### ABOUT THIS TASK
Check each line of the listing below for "lists" and state how many lines contain it, with no other words.

### AVAILABLE DATA
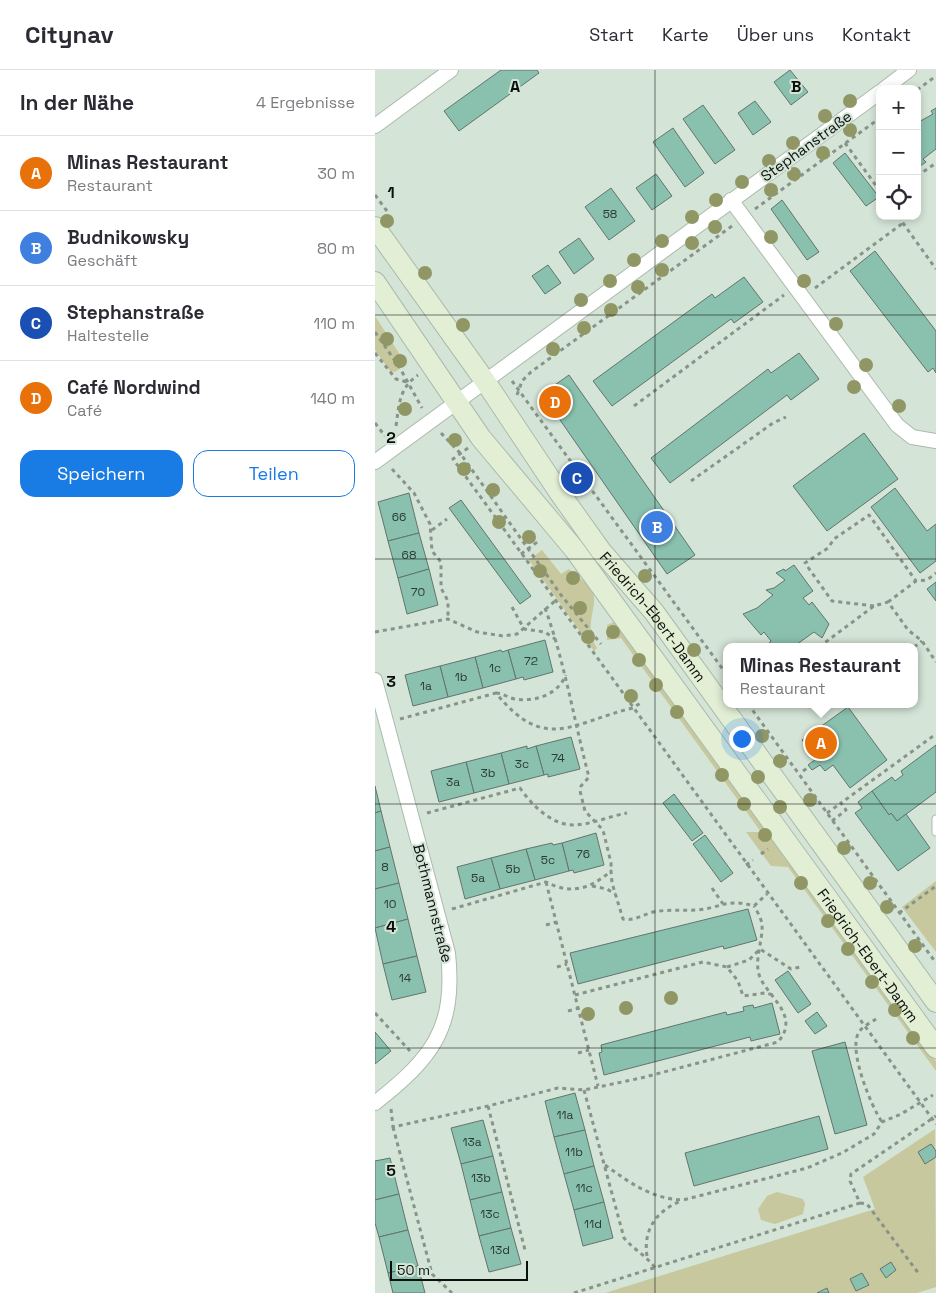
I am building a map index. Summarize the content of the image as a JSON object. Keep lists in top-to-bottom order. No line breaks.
{"streets":{"main road":["Friedrich-Ebert-Damm"],"street":["Stephanstraße","Bothmannstraße"]},"crossings":[["Stephanstraße","Friedrich-Ebert-Damm"]],"house_numbers":["58","66","68","70","72","1c","1b","1a","74","3c","3b","3a","76","5c","8","5b","5a","10","14","11a","13a","11b","13b","11c","13c","11d","13d"],"scale_bar":"50 m","page":{"header":"Citynav","nav":["Start","Karte","Über uns","Kontakt"],"heading":["In der Nähe","4 Ergebnisse"],"map_buttons":["+","−"],"list":[{"mark":"A","name":"Minas Restaurant","note":"Restaurant","value":"30 m"},{"mark":"B","name":"Budnikowsky","note":"Geschäft","value":"80 m"},{"mark":"C","name":"Stephanstraße","note":"Haltestelle","value":"110 m"},{"mark":"D","name":"Café Nordwind","note":"Café","value":"140 m"}],"pins":["D","C","B","A"],"buttons":["Speichern","Teilen"],"popup":["Minas Restaurant","Restaurant"],"scale":"50 m"},"grid":{"columns":["A","B"],"rows":["1","2","3","4","5"]}}
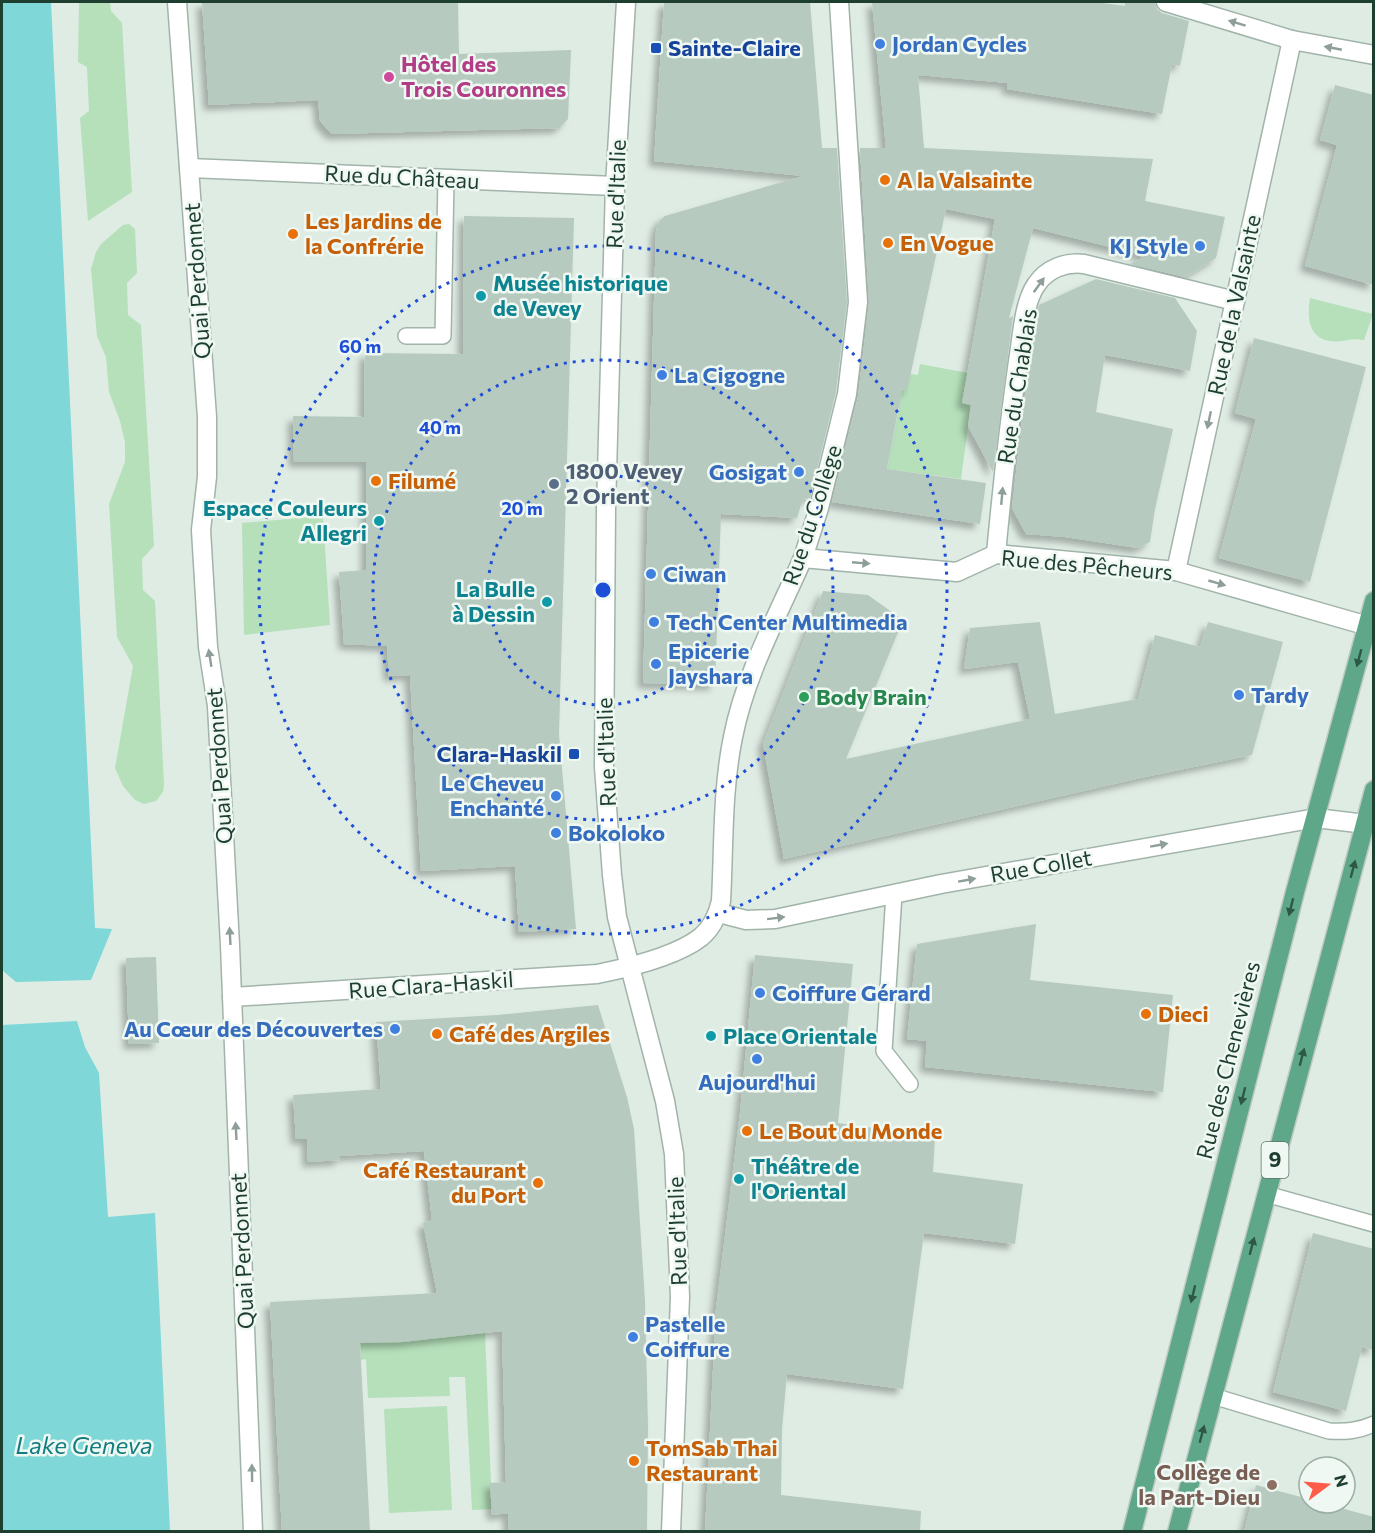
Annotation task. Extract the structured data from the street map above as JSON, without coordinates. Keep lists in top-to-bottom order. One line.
{"streets":{"main road":["Rue des Chenevières","9"],"street":["Rue du Château","Rue d'Italie","Quai Perdonnet","Rue de la Valsainte","Rue du Chablais","Rue du Collège","Rue des Pêcheurs","Rue Collet","Rue Clara-Haskil"]},"crossings":[["Rue du Château","Rue d'Italie"],["Rue du Château","Quai Perdonnet"],["Rue d'Italie","Rue Clara-Haskil"],["Quai Perdonnet","Rue Clara-Haskil"],["Rue de la Valsainte","Rue du Chablais"],["Rue de la Valsainte","Rue des Pêcheurs"],["Rue du Chablais","Rue des Pêcheurs"],["Rue du Collège","Rue des Pêcheurs"],["Rue du Collège","Rue Collet"],["Rue des Pêcheurs","Rue des Chenevières"],["Rue Collet","Rue des Chenevières"],["Rue Collet","9"]],"one_way":["Quai Perdonnet","Rue de la Valsainte","Rue des Pêcheurs","Rue Collet"],"water":["Lake Geneva"],"places":{"other":["Jordan Cycles","Hôtel des Trois Couronnes","A la Valsainte","Les Jardins de la Confrérie","En Vogue","KJ Style","Musée historique de Vevey","La Cigogne","Gosigat","Filumé","1800 Vevey 2 Orient","Espace Couleurs Allegri","Ciwan","La Bulle à Dessin","Tech Center Multimedia","Epicerie Jayshara","Tardy","Body Brain","Le Cheveu Enchanté","Bokoloko","Coiffure Gérard","Dieci","Au Cœur des Découvertes","Café des Argiles","Place Orientale","Aujourd'hui","Le Bout du Monde","Théâtre de l'Oriental","Café Restaurant du Port","Pastelle Coiffure","TomSab Thai Restaurant","Collège de la Part-Dieu"],"transit":["Sainte-Claire","Clara-Haskil"]},"north":"right","rings":["60 m","40 m","20 m"]}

### OUTPUT OF THE TASK
2